#### [TO DO]
Once the line containing "middle tip: (394, 173)" is found in the data below, output that line and every line after it through the last, unchanged and with nothing else.
DATA EXTRACT below:
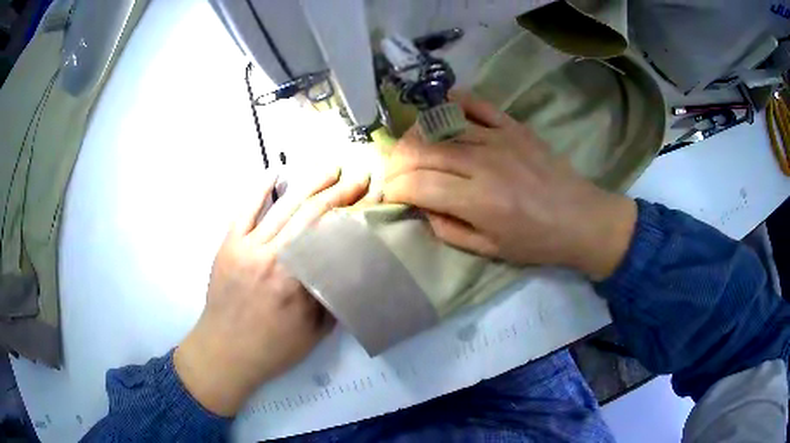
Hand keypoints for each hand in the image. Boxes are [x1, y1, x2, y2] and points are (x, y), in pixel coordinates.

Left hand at [175, 168, 369, 416]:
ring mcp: (249, 247)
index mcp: (299, 282)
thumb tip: (351, 267)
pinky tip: (275, 173)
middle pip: (312, 214)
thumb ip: (334, 298)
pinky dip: (260, 189)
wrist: (224, 351)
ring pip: (284, 207)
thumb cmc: (273, 349)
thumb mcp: (315, 333)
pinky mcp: (229, 244)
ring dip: (310, 185)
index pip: (334, 237)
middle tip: (359, 177)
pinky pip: (245, 210)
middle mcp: (275, 257)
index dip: (356, 214)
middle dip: (340, 192)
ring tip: (330, 170)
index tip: (373, 198)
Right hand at [382, 91, 636, 280]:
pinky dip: (452, 103)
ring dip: (416, 136)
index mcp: (478, 200)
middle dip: (396, 161)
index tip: (389, 195)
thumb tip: (422, 205)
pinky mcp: (513, 126)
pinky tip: (439, 110)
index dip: (393, 188)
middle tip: (394, 173)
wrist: (581, 219)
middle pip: (421, 150)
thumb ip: (447, 229)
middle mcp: (483, 163)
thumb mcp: (489, 249)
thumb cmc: (536, 242)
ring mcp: (498, 138)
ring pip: (440, 125)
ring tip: (412, 150)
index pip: (417, 183)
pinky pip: (475, 104)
End of DATA EXTRACT.
#### [TASK SOLUTION]
middle tip: (394, 173)
wrist: (581, 219)
middle pip: (421, 150)
thumb ip: (447, 229)
middle mcp: (483, 163)
thumb mcp: (489, 249)
thumb cmc: (536, 242)
ring mcp: (498, 138)
ring pip: (440, 125)
ring tip: (412, 150)
index pip: (417, 183)
pinky pip: (475, 104)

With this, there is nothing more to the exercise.